• [Source data]:

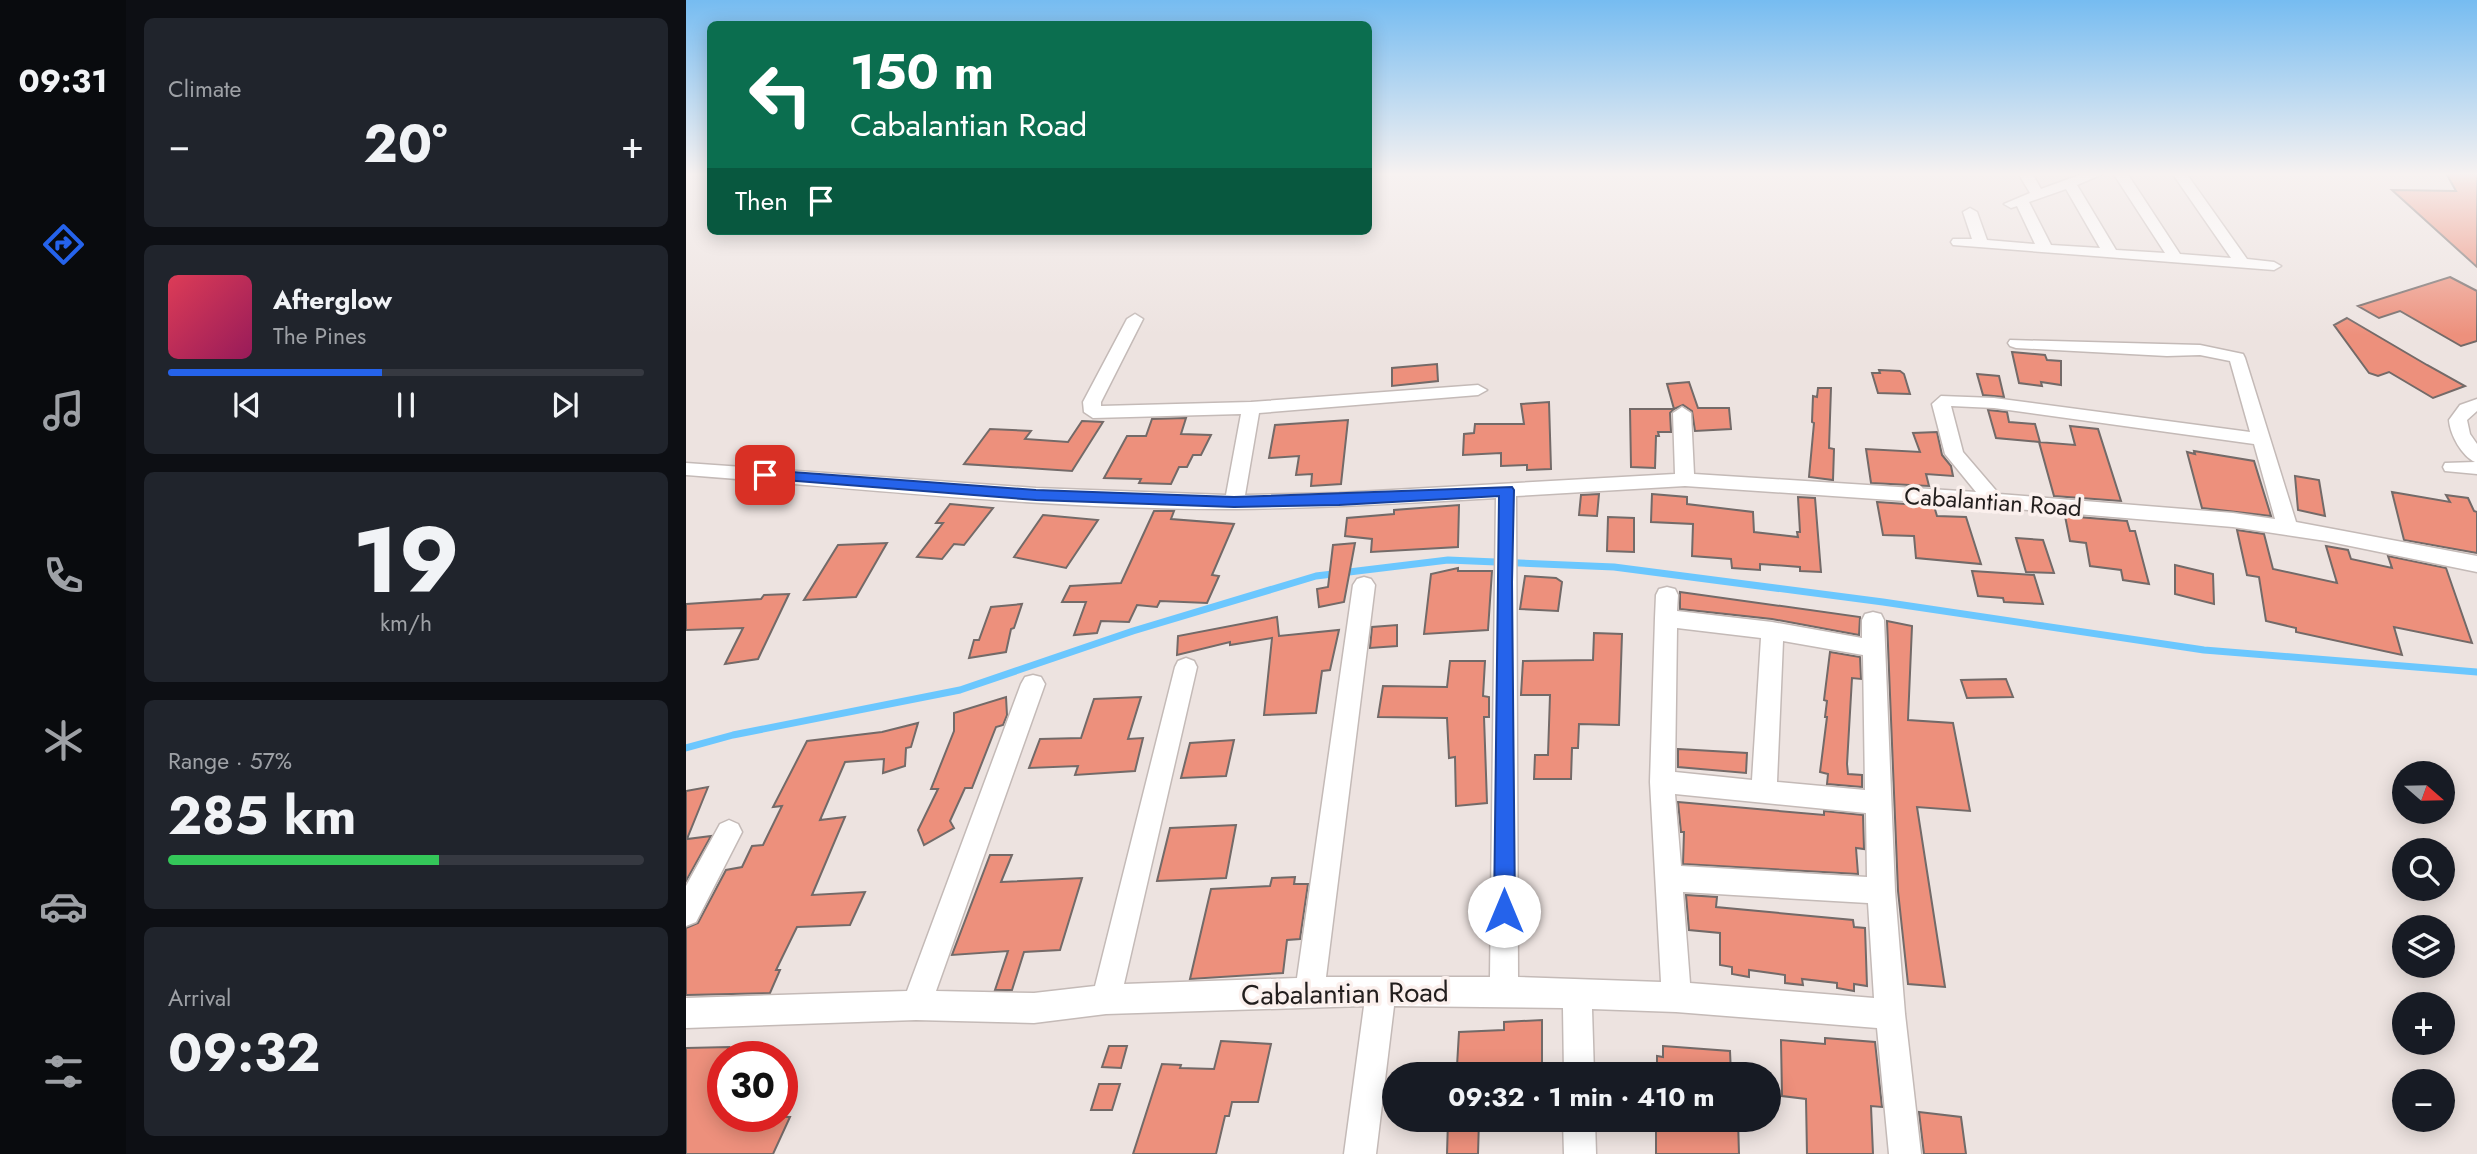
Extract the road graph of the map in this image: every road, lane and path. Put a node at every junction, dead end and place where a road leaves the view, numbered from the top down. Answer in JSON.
{"nodes":[{"id":1,"x":1975,"y":227,"type":"edge"},
{"id":2,"x":2032,"y":227,"type":"edge"},
{"id":3,"x":2095,"y":227,"type":"edge"},
{"id":4,"x":2155,"y":227,"type":"edge"},
{"id":5,"x":2217,"y":227,"type":"edge"},
{"id":6,"x":1958,"y":242,"type":"dead end"},
{"id":7,"x":1981,"y":244,"type":"junction"},
{"id":8,"x":2045,"y":248,"type":"junction"},
{"id":9,"x":2111,"y":254,"type":"junction"},
{"id":10,"x":2175,"y":258,"type":"junction"},
{"id":11,"x":2242,"y":263,"type":"junction"},
{"id":12,"x":2274,"y":266,"type":"dead end"},
{"id":13,"x":1135,"y":319,"type":"dead end"},
{"id":14,"x":2015,"y":343,"type":"dead end"},
{"id":15,"x":1478,"y":390,"type":"dead end"},
{"id":16,"x":2477,"y":405,"type":"edge"},
{"id":17,"x":1251,"y":408,"type":"junction"},
{"id":18,"x":1682,"y":413,"type":"dead end"},
{"id":19,"x":2261,"y":439,"type":"junction"},
{"id":20,"x":2477,"y":456,"type":"edge"},
{"id":21,"x":2452,"y":467,"type":"dead end"},
{"id":22,"x":2477,"y":468,"type":"edge"},
{"id":23,"x":686,"y":469,"type":"edge"},
{"id":24,"x":1685,"y":480,"type":"junction"},
{"id":25,"x":1506,"y":490,"type":"junction"},
{"id":26,"x":1993,"y":500,"type":"junction"},
{"id":27,"x":1234,"y":502,"type":"junction"},
{"id":28,"x":2288,"y":528,"type":"junction"},
{"id":29,"x":2477,"y":564,"type":"edge"},
{"id":30,"x":1364,"y":585,"type":"dead end"},
{"id":31,"x":1873,"y":620,"type":"dead end"},
{"id":32,"x":1772,"y":631,"type":"junction"},
{"id":33,"x":1872,"y":648,"type":"junction"},
{"id":34,"x":1186,"y":667,"type":"dead end"},
{"id":35,"x":1033,"y":684,"type":"dead end"},
{"id":36,"x":1662,"y":782,"type":"junction"},
{"id":37,"x":1764,"y":793,"type":"junction"},
{"id":38,"x":1877,"y":803,"type":"junction"},
{"id":39,"x":729,"y":832,"type":"dead end"},
{"id":40,"x":1668,"y":878,"type":"junction"},
{"id":41,"x":1881,"y":891,"type":"junction"},
{"id":42,"x":686,"y":913,"type":"edge"},
{"id":43,"x":1504,"y":991,"type":"junction"},
{"id":44,"x":1310,"y":992,"type":"junction"},
{"id":45,"x":1381,"y":992,"type":"junction"},
{"id":46,"x":1577,"y":994,"type":"junction"},
{"id":47,"x":1676,"y":997,"type":"junction"},
{"id":48,"x":1106,"y":999,"type":"junction"},
{"id":49,"x":916,"y":1005,"type":"junction"},
{"id":50,"x":686,"y":1013,"type":"edge"},
{"id":51,"x":1890,"y":1014,"type":"junction"},
{"id":52,"x":1578,"y":1062,"type":"edge"},
{"id":53,"x":1579,"y":1132,"type":"edge"},
{"id":54,"x":1360,"y":1154,"type":"edge"},
{"id":55,"x":1580,"y":1154,"type":"edge"},
{"id":56,"x":1905,"y":1154,"type":"edge"}],
"edges":[{"from":1,"to":7,"type":"street"},
{"from":2,"to":8,"type":"street"},
{"from":3,"to":9,"type":"street"},
{"from":4,"to":10,"type":"street"},
{"from":5,"to":11,"type":"street"},
{"from":6,"to":7,"type":"street"},
{"from":7,"to":8,"type":"street"},
{"from":8,"to":9,"type":"street"},
{"from":9,"to":10,"type":"street"},
{"from":10,"to":11,"type":"street"},
{"from":11,"to":12,"type":"street"},
{"from":13,"to":17,"type":"street"},
{"from":14,"to":19,"type":"street"},
{"from":15,"to":17,"type":"street"},
{"from":16,"to":20,"type":"street"},
{"from":17,"to":27,"type":"street"},
{"from":18,"to":24,"type":"street"},
{"from":19,"to":26,"type":"street"},
{"from":19,"to":28,"type":"street"},
{"from":21,"to":22,"type":"street"},
{"from":23,"to":27,"type":"street","name":"Cabalantian Road"},
{"from":24,"to":25,"type":"street","name":"Cabalantian Road"},
{"from":24,"to":26,"type":"street","name":"Cabalantian Road"},
{"from":25,"to":27,"type":"street","name":"Cabalantian Road"},
{"from":25,"to":43,"type":"street"},
{"from":26,"to":28,"type":"street","name":"Cabalantian Road"},
{"from":28,"to":29,"type":"street","name":"Cabalantian Road"},
{"from":30,"to":44,"type":"street"},
{"from":31,"to":33,"type":"street"},
{"from":32,"to":33,"type":"street"},
{"from":32,"to":36,"type":"street"},
{"from":32,"to":37,"type":"street"},
{"from":33,"to":38,"type":"street"},
{"from":34,"to":48,"type":"street"},
{"from":35,"to":49,"type":"street"},
{"from":36,"to":37,"type":"street"},
{"from":36,"to":40,"type":"street"},
{"from":37,"to":38,"type":"street"},
{"from":38,"to":41,"type":"street"},
{"from":39,"to":42,"type":"street"},
{"from":40,"to":41,"type":"street"},
{"from":40,"to":47,"type":"street"},
{"from":41,"to":51,"type":"street"},
{"from":43,"to":45,"type":"street","name":"Cabalantian Road"},
{"from":43,"to":46,"type":"street","name":"Cabalantian Road"},
{"from":44,"to":45,"type":"street","name":"Cabalantian Road"},
{"from":44,"to":48,"type":"street","name":"Cabalantian Road"},
{"from":45,"to":54,"type":"street"},
{"from":46,"to":47,"type":"street","name":"Cabalantian Road"},
{"from":46,"to":52,"type":"street"},
{"from":47,"to":51,"type":"street","name":"Cabalantian Road"},
{"from":48,"to":49,"type":"street","name":"Cabalantian Road"},
{"from":49,"to":50,"type":"street","name":"Cabalantian Road"},
{"from":51,"to":56,"type":"street"},
{"from":53,"to":55,"type":"street"}]}
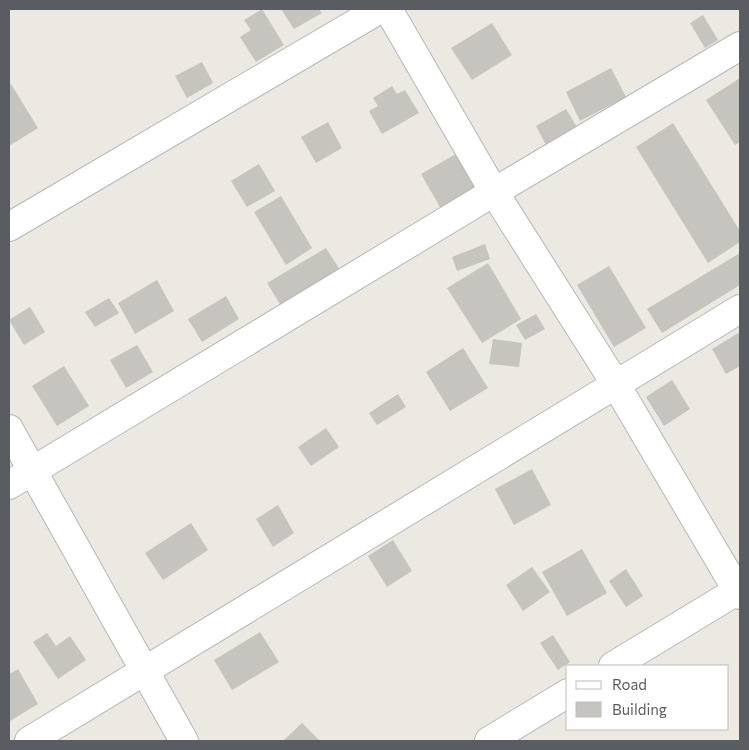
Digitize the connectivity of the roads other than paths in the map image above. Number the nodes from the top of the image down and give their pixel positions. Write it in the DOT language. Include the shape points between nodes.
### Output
graph roads {
  1 [pos="380,9"];
  2 [pos="388,9"];
  3 [pos="740,46"];
  4 [pos="494,192"];
  5 [pos="9,227"];
  6 [pos="740,309"];
  7 [pos="616,383"];
  8 [pos="9,429"];
  9 [pos="32,471"];
  10 [pos="9,485"];
  11 [pos="739,591"];
  12 [pos="615,665"];
  13 [pos="145,670"];
  14 [pos="566,695"];
  15 [pos="29,741"];
  16 [pos="184,741"];
  17 [pos="489,741"];
  1 -- 5 [label="street"];
  2 -- 4 [label="street"];
  3 -- 4 [label="street"];
  4 -- 7 [label="street"];
  4 -- 9 [label="street"];
  6 -- 7 [label="street"];
  7 -- 11 [label="street"];
  7 -- 13 [label="street"];
  8 -- 9 [label="street"];
  9 -- 10 [label="street"];
  9 -- 13 [label="street"];
  11 -- 12 [label="street"];
  13 -- 15 [label="street"];
  13 -- 16 [label="street"];
  14 -- 17 [label="street"];
}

• [Assigned task]: Only the lines from the one containing "Digitize the connectivity" through the end of the listing belong in the response, each reproduced exactly.

• [Result of this exercise]:
Digitize the connectivity of the roads other than paths in the map image above. Number the nodes from the top of the image down and give their pixel positions. Write it in the DOT language. Include the shape points between nodes.
### Output
graph roads {
  1 [pos="380,9"];
  2 [pos="388,9"];
  3 [pos="740,46"];
  4 [pos="494,192"];
  5 [pos="9,227"];
  6 [pos="740,309"];
  7 [pos="616,383"];
  8 [pos="9,429"];
  9 [pos="32,471"];
  10 [pos="9,485"];
  11 [pos="739,591"];
  12 [pos="615,665"];
  13 [pos="145,670"];
  14 [pos="566,695"];
  15 [pos="29,741"];
  16 [pos="184,741"];
  17 [pos="489,741"];
  1 -- 5 [label="street"];
  2 -- 4 [label="street"];
  3 -- 4 [label="street"];
  4 -- 7 [label="street"];
  4 -- 9 [label="street"];
  6 -- 7 [label="street"];
  7 -- 11 [label="street"];
  7 -- 13 [label="street"];
  8 -- 9 [label="street"];
  9 -- 10 [label="street"];
  9 -- 13 [label="street"];
  11 -- 12 [label="street"];
  13 -- 15 [label="street"];
  13 -- 16 [label="street"];
  14 -- 17 [label="street"];
}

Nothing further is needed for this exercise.